O empresário Henrique Constantino, acionista da Gol Linhas Aéreas, confirmou a procuradores da Lava Jato ter feito pagamentos para o deputado cassado Eduardo Cunha (PMDB-RJ) e ao corretor Lúcio Funaro, ambos presos, em troca de apoio na liberação de valores do fundo de investimento do Fundo de Garantia do Tempo de Serviço (FGTS). Ainda segundo Constantino, o ex-ministro Henrique Eduardo Alves (PMDB-RN) teria participado da reunião em que os pagamentos foram definidos.

As informações foram dadas pelo empresário no âmbito da negociação de um acordo de colaboração com os investigadores de Curitiba e Brasília. Constantino procurou as autoridades após aparecer nas operações Sépsis e Cui Bono? e ser citado no pedido de prisão de Eduardo Cunha.

Como a Gol Linhas Aéreas assinou um acordo de leniência e assumiu os crimes praticados pela empresa, agora o empresário pretende se livrar na pessoa física de problemas na Justiça. Na leniência, a Gol se comprometeu a pagar R$ 5,5 milhões para reparação pública, R$ 5,5 milhões como multa e mais R$ 1 milhão pela condenação.

O jornal O Estado de S. Paulo confirmou com fontes com acesso à negociação que Constantino afirmou que os pagamentos efetuados às empresas do corretor Lúcio Bolonha Funaro e diretamente às firmas da família de Cunha tinham como objetivo facilitar a liberação de valores do FGTS.

A versão coincide com a do ex-vice-presidente de Fundos de Governo e Loterias da Caixa Fabio Cleto. Em delação, Cleto assumiu ter recebido propina para liberar um aporte de R$ 300 milhões do FI-FGTS para a ViaRondon, empresa da família Constantino.

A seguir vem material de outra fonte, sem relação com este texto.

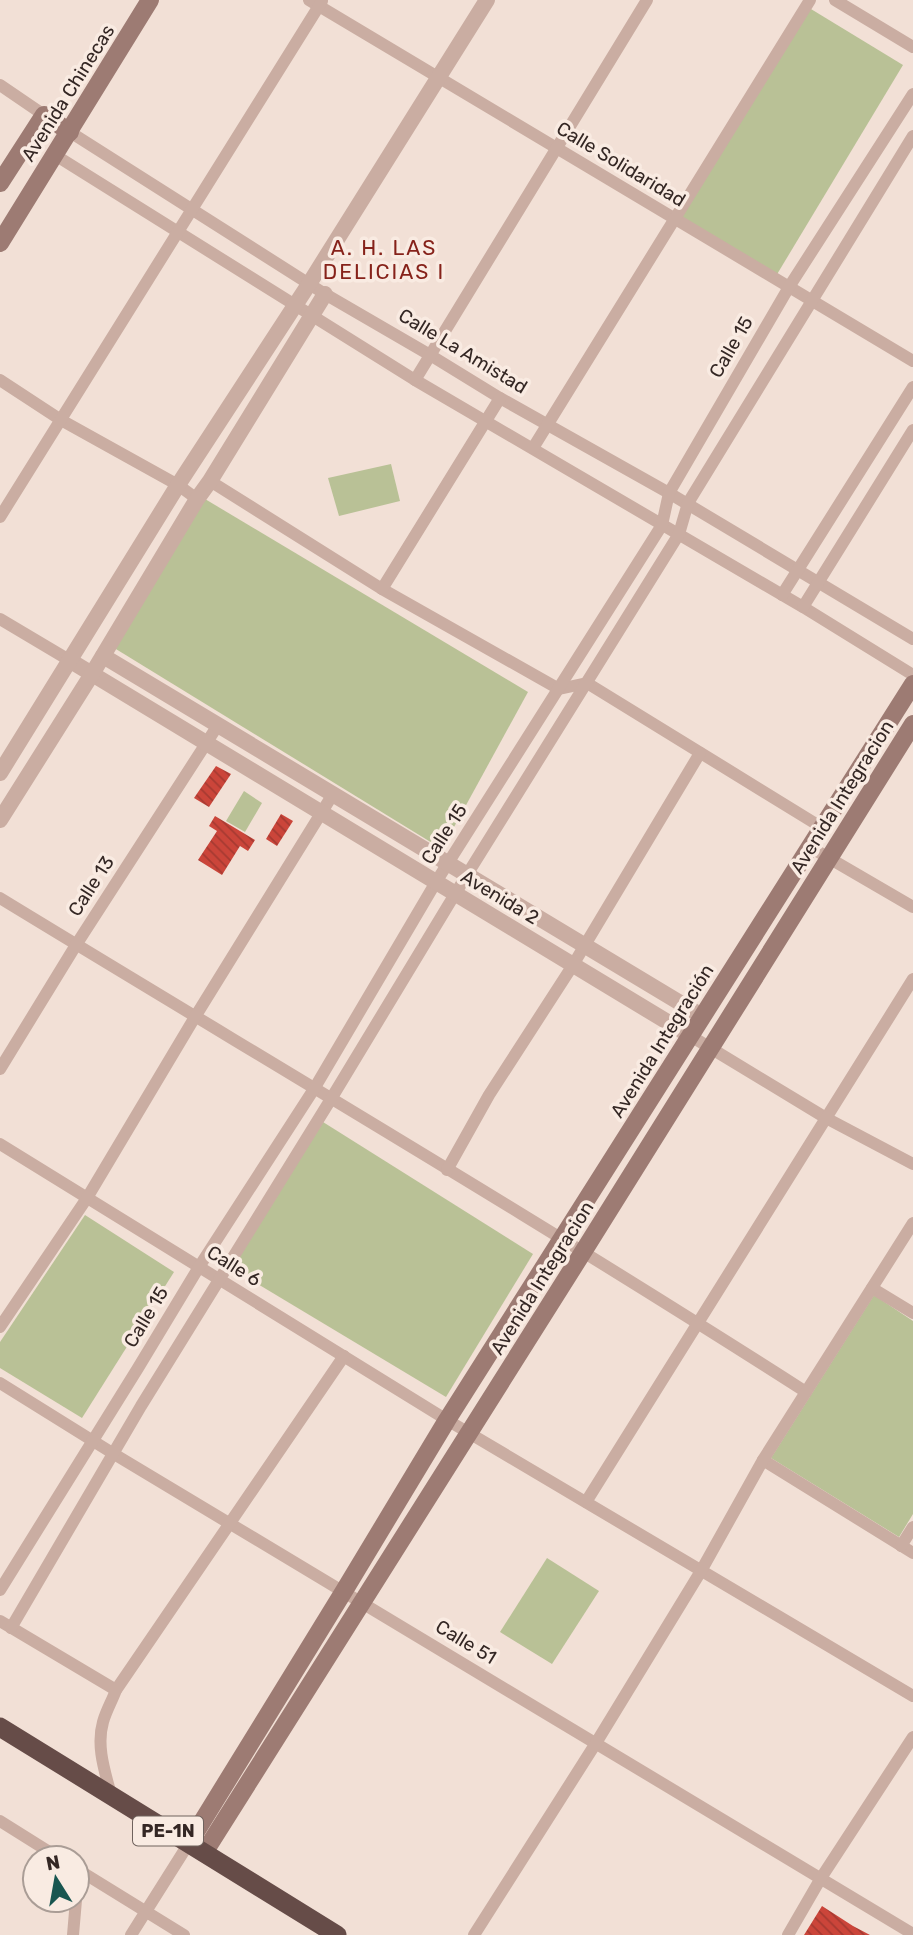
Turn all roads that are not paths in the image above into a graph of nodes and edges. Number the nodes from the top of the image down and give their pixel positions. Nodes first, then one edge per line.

A Lava Jato mapeou ao menos dois pagamentos de R$ 246 mil de duas empresas de Constantino – Viação Piracicabana e Princesa do Norte – para a Viscaya Holding, de Lúcio Funaro, em agosto de 2012. No mesmo ano, a Caixa liberou os R$ 300 milhões para a ViaRondon.

No caso dos pagamentos diretos a Cunha, o Ministério Público Federal afirmou no pedido de prisão do deputado cassado que foram identificados pela Receita Federal pagamentos que somam cerca R$ 3 milhões, entre julho e setembro de 2012 e em maio de 2015, para as empresas Jesus.com e GDAV.

“Praticamente todos os depósitos identificáveis na Jesus.com e na GDAV indicam uma só origem: o grupo econômico Constantino, que comanda a empresa Gol Linhas Aéreas e diversas empresas de ônibus”, apontaram os procuradores no pedido de prisão.

As informações são do jornal O Estado de S. Paulo.

Mulher de Cunha

Na última quarta-feira, 15, o ministro do Superior Tribunal de Justiça (STJ), Felix Fischero, negou pedido liminar da defesa da jornalista Cláudia Cordeiro Cruz, mulher do ex-presidente da Câmara dos Deputados, Eduardo Cunha (PMDB), para suspender a ação penal da Lava Jato contra ela em Curitiba,

Cláudia é acusada de lavar mais de US$ 1 milhão provenientes de crimes praticados por Cunha por meio de contas no exterior e também de evasão de divisas.

Segundo as investigações, ela teria sido beneficiada com parte da propina recebida pelo marido por viabilizar a compra, pela Petrobras, de um campo de petróleo em Benin, na África. Seria responsável ainda pela lavagem de ativos, adquirindo bens de luxo no exterior e mantendo valores não declarados superiores a 100 mil dólares.

O recurso da defesa de Cláudia foi apresentado no STJ após ela ter negado o habeas corpus impetrado no Tribunal Regional Federal da 4ª Região (TRF4).

Alves

Henrique Alves deixou o cargo de ministro de Temer em 2016. O então titular da pasta do Turismo pediu demissão por telefone após ser citado no acordo de delação premiada de Sérgio Machado como beneficiário de propina. Em depoimento à Procuradoria Geral da República, Machado afirma ter repassado R$ 1,55 milhão para Alves entre 2008 e 2014. Para seu lugar, foi chamado Marx Beltrão.

Empresário peemedebista, Alves foi ministro do Turismo dos governos Dilma e Temer, além de presidente da Câmara dos Deputados.